**Your task:** In the records that follow, find each line with the word "mouth" and copy it.

-- Data extract follows --

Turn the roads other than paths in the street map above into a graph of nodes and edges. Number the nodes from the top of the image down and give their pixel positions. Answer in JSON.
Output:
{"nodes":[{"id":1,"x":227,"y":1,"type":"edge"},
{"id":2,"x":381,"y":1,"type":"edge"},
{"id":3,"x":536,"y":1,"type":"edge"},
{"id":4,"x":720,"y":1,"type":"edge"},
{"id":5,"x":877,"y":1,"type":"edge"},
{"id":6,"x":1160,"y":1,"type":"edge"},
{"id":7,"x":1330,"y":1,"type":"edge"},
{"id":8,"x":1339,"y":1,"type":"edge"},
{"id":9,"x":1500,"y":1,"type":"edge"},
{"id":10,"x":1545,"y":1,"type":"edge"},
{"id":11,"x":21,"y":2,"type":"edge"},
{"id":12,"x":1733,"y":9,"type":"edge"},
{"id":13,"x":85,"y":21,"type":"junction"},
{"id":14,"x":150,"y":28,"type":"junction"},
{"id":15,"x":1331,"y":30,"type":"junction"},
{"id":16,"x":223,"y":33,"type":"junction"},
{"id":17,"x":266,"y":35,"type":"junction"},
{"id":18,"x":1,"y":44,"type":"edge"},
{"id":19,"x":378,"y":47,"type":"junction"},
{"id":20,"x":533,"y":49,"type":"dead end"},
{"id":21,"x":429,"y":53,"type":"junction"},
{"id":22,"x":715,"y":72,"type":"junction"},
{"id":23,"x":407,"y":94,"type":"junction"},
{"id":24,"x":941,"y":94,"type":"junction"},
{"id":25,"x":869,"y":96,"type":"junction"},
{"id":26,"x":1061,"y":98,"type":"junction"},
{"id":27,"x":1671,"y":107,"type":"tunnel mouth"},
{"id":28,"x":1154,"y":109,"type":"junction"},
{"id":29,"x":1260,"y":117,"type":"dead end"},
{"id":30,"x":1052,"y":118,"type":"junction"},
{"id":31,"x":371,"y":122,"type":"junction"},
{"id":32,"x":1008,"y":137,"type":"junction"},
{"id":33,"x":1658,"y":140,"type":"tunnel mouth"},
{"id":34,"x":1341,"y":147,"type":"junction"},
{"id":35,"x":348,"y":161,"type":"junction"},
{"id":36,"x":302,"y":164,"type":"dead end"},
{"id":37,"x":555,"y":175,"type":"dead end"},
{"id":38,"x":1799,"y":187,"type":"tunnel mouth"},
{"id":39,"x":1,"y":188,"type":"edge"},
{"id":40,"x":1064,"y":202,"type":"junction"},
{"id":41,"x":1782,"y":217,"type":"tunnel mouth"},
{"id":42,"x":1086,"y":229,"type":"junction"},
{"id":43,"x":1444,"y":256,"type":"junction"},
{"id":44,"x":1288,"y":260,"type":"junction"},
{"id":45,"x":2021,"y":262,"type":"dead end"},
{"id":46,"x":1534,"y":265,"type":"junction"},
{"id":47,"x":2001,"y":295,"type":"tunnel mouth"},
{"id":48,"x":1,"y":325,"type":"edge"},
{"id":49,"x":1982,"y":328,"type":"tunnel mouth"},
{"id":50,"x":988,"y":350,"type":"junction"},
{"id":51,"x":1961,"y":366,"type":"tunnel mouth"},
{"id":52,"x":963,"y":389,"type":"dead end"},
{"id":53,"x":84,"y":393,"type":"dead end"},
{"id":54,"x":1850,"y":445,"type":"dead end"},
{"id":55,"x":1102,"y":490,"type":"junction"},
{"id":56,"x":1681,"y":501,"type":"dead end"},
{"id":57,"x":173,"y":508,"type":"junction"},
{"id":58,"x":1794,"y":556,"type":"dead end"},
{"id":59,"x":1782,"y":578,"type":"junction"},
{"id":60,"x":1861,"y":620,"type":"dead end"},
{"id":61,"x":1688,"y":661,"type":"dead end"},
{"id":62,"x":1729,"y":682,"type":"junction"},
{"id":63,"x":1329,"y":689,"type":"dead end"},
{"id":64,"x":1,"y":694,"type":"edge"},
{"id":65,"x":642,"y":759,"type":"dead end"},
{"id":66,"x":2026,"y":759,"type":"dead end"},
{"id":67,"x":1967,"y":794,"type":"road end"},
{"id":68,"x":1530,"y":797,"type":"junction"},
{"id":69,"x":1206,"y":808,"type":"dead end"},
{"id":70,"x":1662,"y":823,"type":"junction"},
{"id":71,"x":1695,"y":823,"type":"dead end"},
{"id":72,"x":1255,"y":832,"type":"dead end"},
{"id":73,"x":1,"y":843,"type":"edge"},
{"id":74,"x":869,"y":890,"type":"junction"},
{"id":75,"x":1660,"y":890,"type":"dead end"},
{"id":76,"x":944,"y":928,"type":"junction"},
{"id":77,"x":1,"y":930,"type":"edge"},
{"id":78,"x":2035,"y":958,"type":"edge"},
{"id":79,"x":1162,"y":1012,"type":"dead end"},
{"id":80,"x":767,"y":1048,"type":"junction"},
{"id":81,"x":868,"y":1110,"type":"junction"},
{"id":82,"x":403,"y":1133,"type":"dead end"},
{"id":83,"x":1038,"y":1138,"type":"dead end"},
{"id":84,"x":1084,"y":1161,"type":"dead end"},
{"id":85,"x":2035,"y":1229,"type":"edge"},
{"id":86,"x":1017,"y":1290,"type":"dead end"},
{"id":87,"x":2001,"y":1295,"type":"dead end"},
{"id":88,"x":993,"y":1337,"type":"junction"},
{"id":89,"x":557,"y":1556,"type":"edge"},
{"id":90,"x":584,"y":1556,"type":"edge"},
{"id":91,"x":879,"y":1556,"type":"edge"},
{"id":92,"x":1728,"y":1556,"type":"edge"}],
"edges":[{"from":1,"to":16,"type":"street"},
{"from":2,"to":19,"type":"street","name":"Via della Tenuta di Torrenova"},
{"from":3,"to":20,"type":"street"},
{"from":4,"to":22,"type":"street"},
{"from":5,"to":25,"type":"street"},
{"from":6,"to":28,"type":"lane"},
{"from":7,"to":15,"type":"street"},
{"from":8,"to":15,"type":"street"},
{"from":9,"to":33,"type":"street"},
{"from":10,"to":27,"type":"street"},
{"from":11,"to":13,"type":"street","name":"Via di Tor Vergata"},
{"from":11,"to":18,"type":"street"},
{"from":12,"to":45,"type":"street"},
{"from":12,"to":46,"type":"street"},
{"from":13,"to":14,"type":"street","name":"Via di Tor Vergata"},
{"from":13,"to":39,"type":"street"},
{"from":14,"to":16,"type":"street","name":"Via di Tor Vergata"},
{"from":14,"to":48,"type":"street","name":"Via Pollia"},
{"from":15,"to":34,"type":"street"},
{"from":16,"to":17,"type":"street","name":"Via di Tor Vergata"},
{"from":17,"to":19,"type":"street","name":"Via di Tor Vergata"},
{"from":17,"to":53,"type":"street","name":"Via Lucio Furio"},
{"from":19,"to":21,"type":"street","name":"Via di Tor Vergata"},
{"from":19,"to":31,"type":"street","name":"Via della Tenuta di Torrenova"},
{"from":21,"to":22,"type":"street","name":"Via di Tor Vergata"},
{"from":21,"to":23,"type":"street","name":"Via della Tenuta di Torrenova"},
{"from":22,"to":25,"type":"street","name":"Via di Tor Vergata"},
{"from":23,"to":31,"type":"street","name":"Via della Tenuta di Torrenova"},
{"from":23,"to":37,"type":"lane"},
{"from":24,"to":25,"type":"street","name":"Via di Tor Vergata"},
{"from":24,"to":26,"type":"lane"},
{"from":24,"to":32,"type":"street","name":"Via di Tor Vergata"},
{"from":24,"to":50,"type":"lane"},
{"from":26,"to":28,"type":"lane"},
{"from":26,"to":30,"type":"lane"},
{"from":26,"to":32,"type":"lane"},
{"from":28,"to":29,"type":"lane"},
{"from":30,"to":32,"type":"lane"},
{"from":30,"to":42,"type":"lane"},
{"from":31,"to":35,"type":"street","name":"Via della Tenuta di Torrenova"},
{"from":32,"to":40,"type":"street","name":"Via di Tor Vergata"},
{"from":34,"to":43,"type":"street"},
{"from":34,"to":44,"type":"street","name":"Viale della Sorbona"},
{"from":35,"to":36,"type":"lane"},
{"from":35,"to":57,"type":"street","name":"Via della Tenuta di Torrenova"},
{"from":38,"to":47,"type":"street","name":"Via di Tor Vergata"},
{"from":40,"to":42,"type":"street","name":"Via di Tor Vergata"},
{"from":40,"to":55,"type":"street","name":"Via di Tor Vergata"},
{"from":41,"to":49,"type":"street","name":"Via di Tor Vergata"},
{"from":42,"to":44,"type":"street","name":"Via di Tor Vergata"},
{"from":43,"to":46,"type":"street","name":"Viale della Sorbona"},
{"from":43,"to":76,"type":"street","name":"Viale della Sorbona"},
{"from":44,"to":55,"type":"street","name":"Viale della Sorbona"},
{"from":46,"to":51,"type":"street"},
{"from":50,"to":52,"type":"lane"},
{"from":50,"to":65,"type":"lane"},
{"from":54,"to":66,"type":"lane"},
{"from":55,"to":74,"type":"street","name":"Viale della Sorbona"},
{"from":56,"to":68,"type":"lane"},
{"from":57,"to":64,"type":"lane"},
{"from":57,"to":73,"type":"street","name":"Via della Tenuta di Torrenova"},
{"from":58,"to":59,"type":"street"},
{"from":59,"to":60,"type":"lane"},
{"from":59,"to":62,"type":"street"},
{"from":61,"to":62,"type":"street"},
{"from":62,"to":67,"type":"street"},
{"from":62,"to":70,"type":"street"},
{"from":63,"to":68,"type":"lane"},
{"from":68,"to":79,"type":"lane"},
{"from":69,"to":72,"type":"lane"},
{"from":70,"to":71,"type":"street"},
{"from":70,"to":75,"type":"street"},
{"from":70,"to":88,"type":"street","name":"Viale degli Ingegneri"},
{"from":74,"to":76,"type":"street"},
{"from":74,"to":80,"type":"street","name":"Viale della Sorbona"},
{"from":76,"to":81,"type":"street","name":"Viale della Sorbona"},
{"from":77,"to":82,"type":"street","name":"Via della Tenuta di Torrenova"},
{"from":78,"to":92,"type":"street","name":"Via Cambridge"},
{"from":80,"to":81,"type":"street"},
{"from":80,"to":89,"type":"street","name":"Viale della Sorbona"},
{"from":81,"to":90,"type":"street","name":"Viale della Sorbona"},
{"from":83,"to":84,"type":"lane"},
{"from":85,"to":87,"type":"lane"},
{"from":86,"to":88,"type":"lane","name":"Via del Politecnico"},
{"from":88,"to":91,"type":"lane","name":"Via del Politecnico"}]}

-- Data extract concluded --

**Expected answer:**
{"id":27,"x":1671,"y":107,"type":"tunnel mouth"},
{"id":33,"x":1658,"y":140,"type":"tunnel mouth"},
{"id":38,"x":1799,"y":187,"type":"tunnel mouth"},
{"id":41,"x":1782,"y":217,"type":"tunnel mouth"},
{"id":47,"x":2001,"y":295,"type":"tunnel mouth"},
{"id":49,"x":1982,"y":328,"type":"tunnel mouth"},
{"id":51,"x":1961,"y":366,"type":"tunnel mouth"},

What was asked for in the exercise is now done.